ABOUT THIS EXERCISE
Give back all of the records, exactly and completely.

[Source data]
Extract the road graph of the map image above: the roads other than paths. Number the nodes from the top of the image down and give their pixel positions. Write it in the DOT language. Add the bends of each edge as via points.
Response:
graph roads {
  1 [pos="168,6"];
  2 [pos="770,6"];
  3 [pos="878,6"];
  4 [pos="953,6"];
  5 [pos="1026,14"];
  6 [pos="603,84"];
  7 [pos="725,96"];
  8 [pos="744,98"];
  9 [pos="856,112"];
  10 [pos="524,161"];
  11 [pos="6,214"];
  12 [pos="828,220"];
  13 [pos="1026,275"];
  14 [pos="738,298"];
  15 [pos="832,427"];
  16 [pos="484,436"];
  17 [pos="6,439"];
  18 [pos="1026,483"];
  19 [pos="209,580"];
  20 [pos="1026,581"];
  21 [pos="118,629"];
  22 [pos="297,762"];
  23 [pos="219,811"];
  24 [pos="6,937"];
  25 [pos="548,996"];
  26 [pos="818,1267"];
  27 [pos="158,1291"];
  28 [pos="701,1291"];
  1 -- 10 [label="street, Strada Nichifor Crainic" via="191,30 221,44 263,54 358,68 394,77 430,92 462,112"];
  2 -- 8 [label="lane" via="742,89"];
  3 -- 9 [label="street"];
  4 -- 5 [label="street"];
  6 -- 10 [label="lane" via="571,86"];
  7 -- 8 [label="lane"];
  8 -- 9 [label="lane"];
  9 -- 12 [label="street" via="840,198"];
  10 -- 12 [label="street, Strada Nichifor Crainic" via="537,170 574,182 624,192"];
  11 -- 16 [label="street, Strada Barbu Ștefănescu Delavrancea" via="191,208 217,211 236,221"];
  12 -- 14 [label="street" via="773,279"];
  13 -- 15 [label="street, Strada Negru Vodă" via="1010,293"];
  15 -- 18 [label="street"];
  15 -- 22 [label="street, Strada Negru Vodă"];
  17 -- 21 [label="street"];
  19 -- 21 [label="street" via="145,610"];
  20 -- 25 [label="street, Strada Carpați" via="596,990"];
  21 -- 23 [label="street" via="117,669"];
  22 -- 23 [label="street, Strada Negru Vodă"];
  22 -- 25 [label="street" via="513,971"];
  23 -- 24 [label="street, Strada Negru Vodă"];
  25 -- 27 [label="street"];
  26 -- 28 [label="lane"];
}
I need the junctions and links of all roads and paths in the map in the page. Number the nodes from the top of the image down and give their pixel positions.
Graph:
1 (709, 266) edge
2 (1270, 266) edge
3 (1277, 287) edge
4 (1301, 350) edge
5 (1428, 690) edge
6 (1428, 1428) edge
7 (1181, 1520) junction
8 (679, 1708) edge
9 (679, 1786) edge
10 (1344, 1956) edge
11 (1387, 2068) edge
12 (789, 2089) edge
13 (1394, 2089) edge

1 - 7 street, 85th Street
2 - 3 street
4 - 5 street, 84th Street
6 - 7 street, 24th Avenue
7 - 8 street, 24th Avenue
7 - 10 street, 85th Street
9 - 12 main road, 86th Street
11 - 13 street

SOLUTION
Extract the road graph of the map image above: the roads other than paths. Number the nodes from the top of the image down and give their pixel positions. Write it in the DOT language. Add the bends of each edge as via points.
Response:
graph roads {
  1 [pos="168,6"];
  2 [pos="770,6"];
  3 [pos="878,6"];
  4 [pos="953,6"];
  5 [pos="1026,14"];
  6 [pos="603,84"];
  7 [pos="725,96"];
  8 [pos="744,98"];
  9 [pos="856,112"];
  10 [pos="524,161"];
  11 [pos="6,214"];
  12 [pos="828,220"];
  13 [pos="1026,275"];
  14 [pos="738,298"];
  15 [pos="832,427"];
  16 [pos="484,436"];
  17 [pos="6,439"];
  18 [pos="1026,483"];
  19 [pos="209,580"];
  20 [pos="1026,581"];
  21 [pos="118,629"];
  22 [pos="297,762"];
  23 [pos="219,811"];
  24 [pos="6,937"];
  25 [pos="548,996"];
  26 [pos="818,1267"];
  27 [pos="158,1291"];
  28 [pos="701,1291"];
  1 -- 10 [label="street, Strada Nichifor Crainic" via="191,30 221,44 263,54 358,68 394,77 430,92 462,112"];
  2 -- 8 [label="lane" via="742,89"];
  3 -- 9 [label="street"];
  4 -- 5 [label="street"];
  6 -- 10 [label="lane" via="571,86"];
  7 -- 8 [label="lane"];
  8 -- 9 [label="lane"];
  9 -- 12 [label="street" via="840,198"];
  10 -- 12 [label="street, Strada Nichifor Crainic" via="537,170 574,182 624,192"];
  11 -- 16 [label="street, Strada Barbu Ștefănescu Delavrancea" via="191,208 217,211 236,221"];
  12 -- 14 [label="street" via="773,279"];
  13 -- 15 [label="street, Strada Negru Vodă" via="1010,293"];
  15 -- 18 [label="street"];
  15 -- 22 [label="street, Strada Negru Vodă"];
  17 -- 21 [label="street"];
  19 -- 21 [label="street" via="145,610"];
  20 -- 25 [label="street, Strada Carpați" via="596,990"];
  21 -- 23 [label="street" via="117,669"];
  22 -- 23 [label="street, Strada Negru Vodă"];
  22 -- 25 [label="street" via="513,971"];
  23 -- 24 [label="street, Strada Negru Vodă"];
  25 -- 27 [label="street"];
  26 -- 28 [label="lane"];
}
I need the junctions and links of all roads and paths in the map in the page. Number the nodes from the top of the image down and give their pixel positions.
Graph:
1 (709, 266) edge
2 (1270, 266) edge
3 (1277, 287) edge
4 (1301, 350) edge
5 (1428, 690) edge
6 (1428, 1428) edge
7 (1181, 1520) junction
8 (679, 1708) edge
9 (679, 1786) edge
10 (1344, 1956) edge
11 (1387, 2068) edge
12 (789, 2089) edge
13 (1394, 2089) edge

1 - 7 street, 85th Street
2 - 3 street
4 - 5 street, 84th Street
6 - 7 street, 24th Avenue
7 - 8 street, 24th Avenue
7 - 10 street, 85th Street
9 - 12 main road, 86th Street
11 - 13 street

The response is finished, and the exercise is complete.